Once or twice Mad’ue shushed them; I don’t speak the language, but I’d be prepared to swear he was telling them to mind their manners. Midani’s so close to steaming mad, he didn’t eat, though the food looked superb, from the Resalq perspective. So, Neil?”

  “So … you ever hear the name of Tigh Stromberg?” Travers wondered.

  “Won the Arago challenge,” Vaurien remembered. “A couple of times. Got engaged to a Sark socialite, just before we left.”

  “Riga socialite,” Marin corrected. “Winona Breck … except she’s not a girl. They’re both very young Resalq. And they want out of Carahne.”

  “Maybe forty paying passengers, Carahne to Saraine, if you’re interested.” Travers slid hands into pockets, and with a frown studied the ancestrals around the dining table. “This isn’t a good place for Resalq of Stromberg’s generation, any more than Earth and Mars would be the place for Barb or Jo, or even Mick.
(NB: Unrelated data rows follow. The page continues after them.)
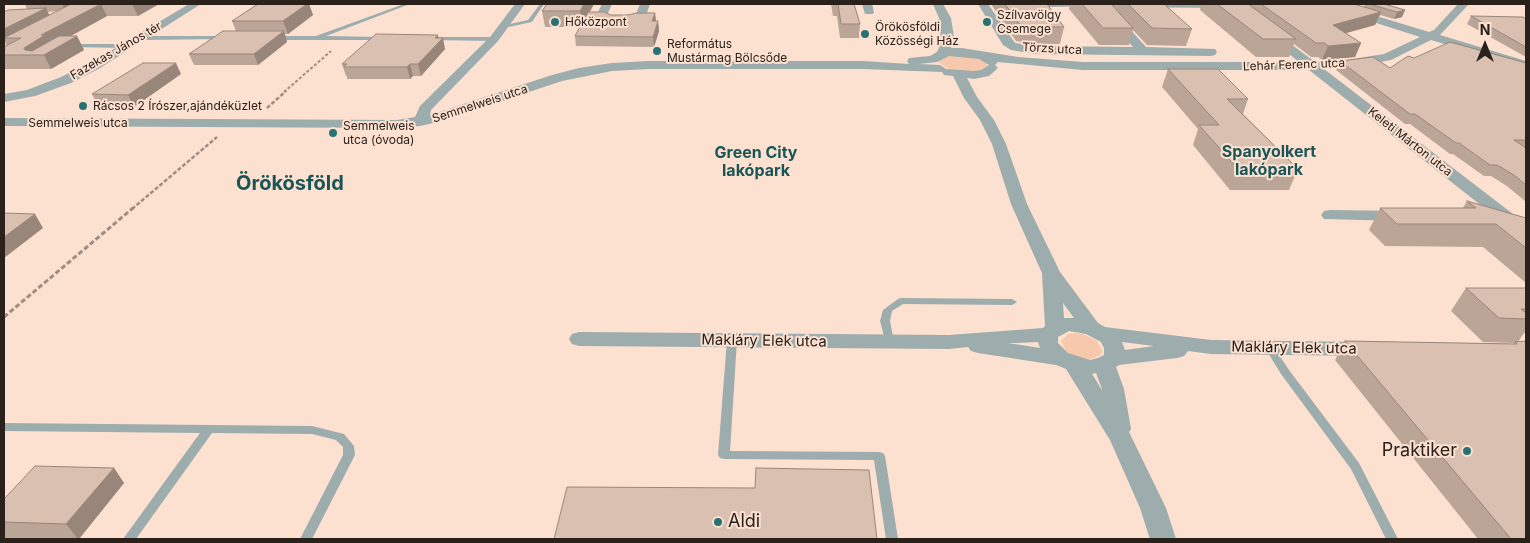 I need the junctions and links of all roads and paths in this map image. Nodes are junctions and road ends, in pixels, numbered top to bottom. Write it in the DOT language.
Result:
graph roads {
  1 [pos="196,4"];
  2 [pos="408,4"];
  3 [pos="520,4"];
  4 [pos="542,4"];
  5 [pos="607,4"];
  6 [pos="645,4"];
  7 [pos="938,4"];
  8 [pos="983,4"];
  9 [pos="1047,4"];
  10 [pos="1101,4"];
  11 [pos="1234,4"];
  12 [pos="1327,4"];
  13 [pos="1464,4"];
  14 [pos="945,18"];
  15 [pos="504,26"];
  16 [pos="1262,27"];
  17 [pos="1430,36"];
  18 [pos="141,38"];
  19 [pos="229,38"];
  20 [pos="268,38"];
  21 [pos="317,38"];
  22 [pos="345,39"];
  23 [pos="385,39"];
  24 [pos="424,39"];
  25 [pos="494,39"];
  26 [pos="64,46"];
  27 [pos="127,46"];
  28 [pos="1144,51"];
  29 [pos="1212,52"];
  30 [pos="979,55"];
  31 [pos="938,61"];
  32 [pos="863,65"];
  33 [pos="1526,65"];
  34 [pos="1082,66"];
  35 [pos="1313,66"];
  36 [pos="958,74"];
  37 [pos="985,80"];
  38 [pos="4,98"];
  39 [pos="988,120"];
  40 [pos="4,122"];
  41 [pos="420,122"];
  42 [pos="240,124"];
  43 [pos="1330,215"];
  44 [pos="1417,216"];
  45 [pos="1477,217"];
  46 [pos="1507,217"];
  47 [pos="1526,232"];
  48 [pos="1051,272"];
  49 [pos="1012,302"];
  50 [pos="4,317"];
  51 [pos="1096,330"];
  52 [pos="1052,331"];
  53 [pos="580,339"];
  54 [pos="732,340"];
  55 [pos="889,342"];
  56 [pos="949,342"];
  57 [pos="1211,347"];
  58 [pos="1270,348"];
  59 [pos="1388,350"];
  60 [pos="1067,361"];
  61 [pos="1109,362"];
  62 [pos="4,427"];
  63 [pos="210,428"];
  64 [pos="1121,438"];
  65 [pos="1153,508"];
  66 [pos="129,539"];
  67 [pos="306,539"];
  68 [pos="892,539"];
  69 [pos="1163,539"];
  70 [pos="1171,539"];
  71 [pos="1392,539"];
  1 -- 18 [label="street, Fazekas János tér"];
  2 -- 21 [label="lane"];
  3 -- 15 [label="street"];
  4 -- 15 [label="lane"];
  5 -- 6 [label="street"];
  7 -- 14 [label="street"];
  8 -- 28 [label="street, Törzs utca"];
  9 -- 10 [label="street"];
  10 -- 11 [label="street"];
  10 -- 28 [label="street"];
  12 -- 17 [label="street"];
  13 -- 17 [label="street"];
  14 -- 30 [label="street"];
  14 -- 31 [label="street"];
  15 -- 25 [label="street"];
  16 -- 35 [label="street, Keleti Márton utca"];
  17 -- 33 [label="street"];
  17 -- 35 [label="street, Lehár Ferenc utca"];
  18 -- 19 [label="lane"];
  18 -- 27 [label="street, Fazekas János tér"];
  20 -- 21 [label="lane"];
  21 -- 22 [label="lane"];
  22 -- 23 [label="lane"];
  22 -- 42 [label="path"];
  24 -- 25 [label="lane"];
  25 -- 41 [label="street"];
  26 -- 27 [label="lane"];
  27 -- 38 [label="street, Fazekas János tér"];
  28 -- 29 [label="street"];
  30 -- 31 [label="street, Lehár Ferenc utca"];
  30 -- 34 [label="street, Lehár Ferenc utca"];
  30 -- 37 [label="street"];
  31 -- 32 [label="street, Semmelweis utca"];
  31 -- 36 [label="street, Lehár Ferenc utca"];
  32 -- 41 [label="street, Semmelweis utca"];
  34 -- 35 [label="street, Lehár Ferenc utca"];
  34 -- 37 [label="street, Lehár Ferenc utca"];
  35 -- 46 [label="street, Keleti Márton utca"];
  36 -- 37 [label="street, Lehár Ferenc utca"];
  36 -- 39 [label="street"];
  37 -- 39 [label="street"];
  39 -- 48 [label="street"];
  40 -- 42 [label="street, Semmelweis utca"];
  41 -- 42 [label="street, Semmelweis utca"];
  42 -- 50 [label="path"];
  43 -- 44 [label="street"];
  45 -- 46 [label="street"];
  46 -- 47 [label="street, Keleti Márton utca"];
  48 -- 51 [label="street"];
  48 -- 52 [label="street"];
  49 -- 55 [label="lane"];
  51 -- 52 [label="street, Makláry Elek utca"];
  51 -- 57 [label="street, Makláry Elek utca"];
  51 -- 61 [label="street"];
  52 -- 56 [label="street, Makláry Elek utca"];
  52 -- 60 [label="street"];
  53 -- 54 [label="street, Makláry Elek utca"];
  54 -- 55 [label="street, Makláry Elek utca"];
  54 -- 68 [label="lane"];
  55 -- 56 [label="street, Makláry Elek utca"];
  56 -- 60 [label="street, Makláry Elek utca"];
  57 -- 58 [label="street, Makláry Elek utca"];
  57 -- 61 [label="street, Makláry Elek utca"];
  58 -- 59 [label="street, Makláry Elek utca"];
  58 -- 71 [label="lane"];
  60 -- 61 [label="street, Makláry Elek utca"];
  60 -- 64 [label="street"];
  61 -- 64 [label="street"];
  62 -- 63 [label="lane"];
  63 -- 66 [label="lane"];
  63 -- 67 [label="lane"];
  64 -- 65 [label="street"];
  65 -- 69 [label="street"];
  65 -- 70 [label="street"];
}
They’re too different.”

  “They’re what the Deep Sky made of them,” Vaurien said thoughtfully, “and they’ve a right to be what they are.” He was looking at Jazinsky even then. “Forty passengers?”

  “As far as Saraine,” Marin affirmed. “They can charter themselves a ride from Velcastra, be home in a couple of weeks. Riga,” he added, “might just come right back to life. These kids are in a jam, and they just want to go home. The family estates in Riga are waiting for them.”

  “Commercial passengers,” Travers added.

  Richard gave him an amused look. “You’re wheedling?”

  “Negotiating,” Travers said expansively. “It’s got to be easier money than pulling a freighter off the accretion disk of Naiobe!”

  “Ouch.” Vaurien winced visibly. “Where are these kids?”

  “There’s a delegation – on the Capricorn,” Marin told him. “Stromberg, Breck, a few of their friends. They’re calling the rest of the group. Give them a nod, and Gill Perlman can fly a couple of shuttle flights.”

  “All right, let’s hammer out some details,” Vaurien agreed.